End-to-End Cross-Modality Retrieval with CCA Projections and Pairwise Ranking Loss

This repository contains the code for all three cross-modality retrieval methods evaluated in our manuscript:

End-to-End Cross-Modality Retrieval with CCA Projections and Pairwise Ranking Loss. (PDF)
Dorfer M., Schlüter J., Vall A., Korzeniowski F., and Widmer G.
International Journal of Multimedia Information Retrieval, 2018

In this README we explain how to set up the project, how to get the data, and how to train and evaluate the different retrieval models.

In particular this repository contains code for the following methods:

Deep Canonical Correlation Analysis (optimizing the Trace Norm Objective (TNO))
A learned, linear embedding layer optimized with a pairwise ranking loss
A Canonically Correlated Embedding Layer optimized with a pairwise ranking loss (our proposal)

The main purpose of the repository is to make the methods evaluated in our article easily applicable to new retrieval problems (see Applying the Models to New Retrieval Problems). For details on the three retrieval paradigms we refer to the corresponding article.

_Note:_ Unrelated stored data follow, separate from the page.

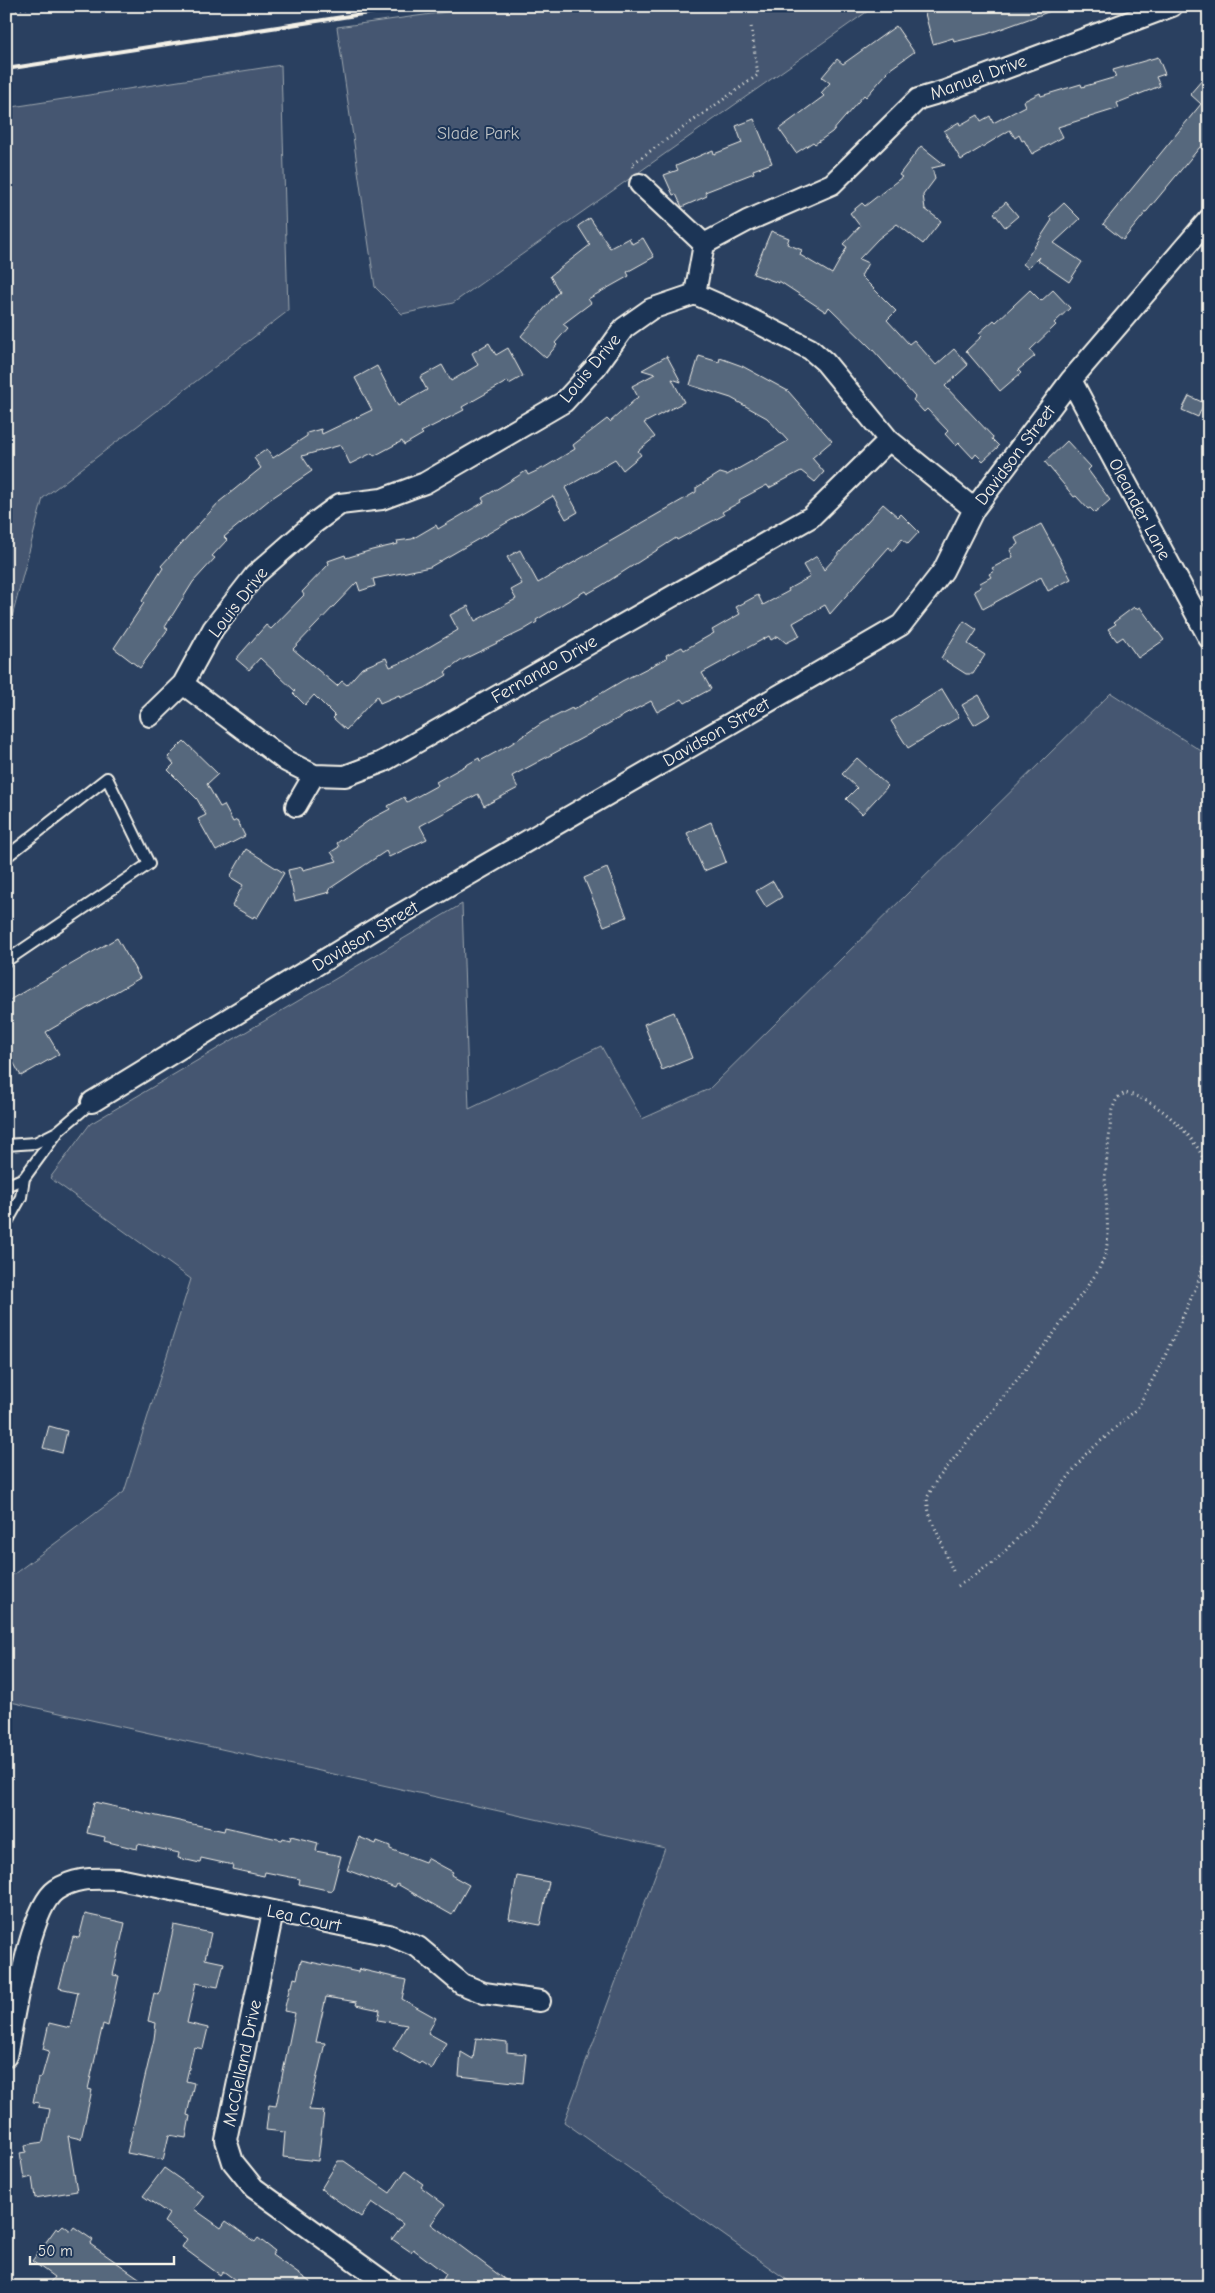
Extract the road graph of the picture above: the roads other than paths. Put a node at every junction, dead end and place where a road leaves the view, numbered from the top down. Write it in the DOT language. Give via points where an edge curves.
graph roads {
  1 [pos="1172,6"];
  2 [pos="640,184"];
  3 [pos="1209,219"];
  4 [pos="704,244"];
  5 [pos="695,294"];
  6 [pos="1071,380"];
  7 [pos="889,440"];
  8 [pos="974,509"];
  9 [pos="1209,638"];
  10 [pos="183,684"];
  11 [pos="150,716"];
  12 [pos="314,775"];
  13 [pos="296,806"];
  14 [pos="6,857"];
  15 [pos="6,961"];
  16 [pos="92,1102"];
  17 [pos="57,1132"];
  18 [pos="6,1145"];
  19 [pos="24,1178"];
  20 [pos="6,1186"];
  21 [pos="6,1224"];
  22 [pos="273,1912"];
  23 [pos="540,2001"];
  24 [pos="6,2056"];
  25 [pos="391,2287"];
  1 -- 4 [label="street, Manuel Drive" via="918,99 832,184"];
  2 -- 4 [label="street"];
  3 -- 6 [label="street, Davidson Street"];
  4 -- 5 [label="street"];
  5 -- 7 [label="street" via="810,349 825,362"];
  5 -- 10 [label="street, Louis Drive" via="651,309 624,328 564,402 425,483 382,499 340,504 313,524 255,575 213,629"];
  6 -- 8 [label="street, Davidson Street"];
  6 -- 9 [label="street, Oleander Lane"];
  7 -- 8 [label="street"];
  7 -- 12 [label="street, Fernando Drive" via="811,517 382,762 345,776"];
  8 -- 16 [label="street, Davidson Street" via="943,571 901,625 380,926"];
  10 -- 11 [label="street, Louis Drive"];
  10 -- 12 [label="street, Fernando Drive" via="286,761"];
  12 -- 13 [label="street"];
  14 -- 15 [label="lane" via="107,778 149,864"];
  16 -- 17 [label="lane"];
  17 -- 18 [label="lane" via="35,1143"];
  17 -- 19 [label="lane"];
  19 -- 20 [label="lane"];
  19 -- 21 [label="lane" via="21,1198"];
  22 -- 23 [label="street, Lea Court" via="389,1935 418,1947 462,1984 484,1993"];
  22 -- 24 [label="street, Lea Court" via="119,1879 80,1879 55,1891 44,1905 33,1929"];
  22 -- 25 [label="street, McClelland Drive" via="226,2140 233,2162 254,2188"];
}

Requirements and Installation
Data Preparation
Model Training
Model Evaluation
Applying the Models to New Retrieval Problems
- Required Steps
- Hyper-parameter Recommendations

Requirements and Installation

This is the list of python packages required to run the code:

scipy
numpy
matplotlib
seaborn
Theano (installation instructions)
lasagne (installation instructions)

Once all requirements are available we recommend to install the cca_layer package in develop mode by running the following command in the root folder of the project:

python setup.py develop --user

Data Preparation

We provide two diverse experimental data sets along with this repository.

Text-to-Image Retrieval

With the first data set we tackle a classic application, namely text-to-image retrieval.
In this setting we rely on pre-trained ImageNet features and precomputed text features.

Audio-to-Score Retrieval

For the second data set we learn retrieval embedding spaces for complex audio - score pairs. This set of experiments is more interesting, as we learn the embedding networks for both modalities entirely from scratch. This will emphasize the differences between the three methods.

To get the data you can run the python script given below. It should automatically download the data to the correct folder in this repository. You can of course also move the data somewhere else and change the data root path in our settings file (<project_root>/cca_layer/config/settings.py).

python prepare_data.py

Overall you should have a bit more than 314MB of disk space available.

Model Training

Once you have downloaded the data you can start training the models.

Text-to-Image

To train the text-to-image models run the following options:

Deep Canonical Correlation Analysis (TNO)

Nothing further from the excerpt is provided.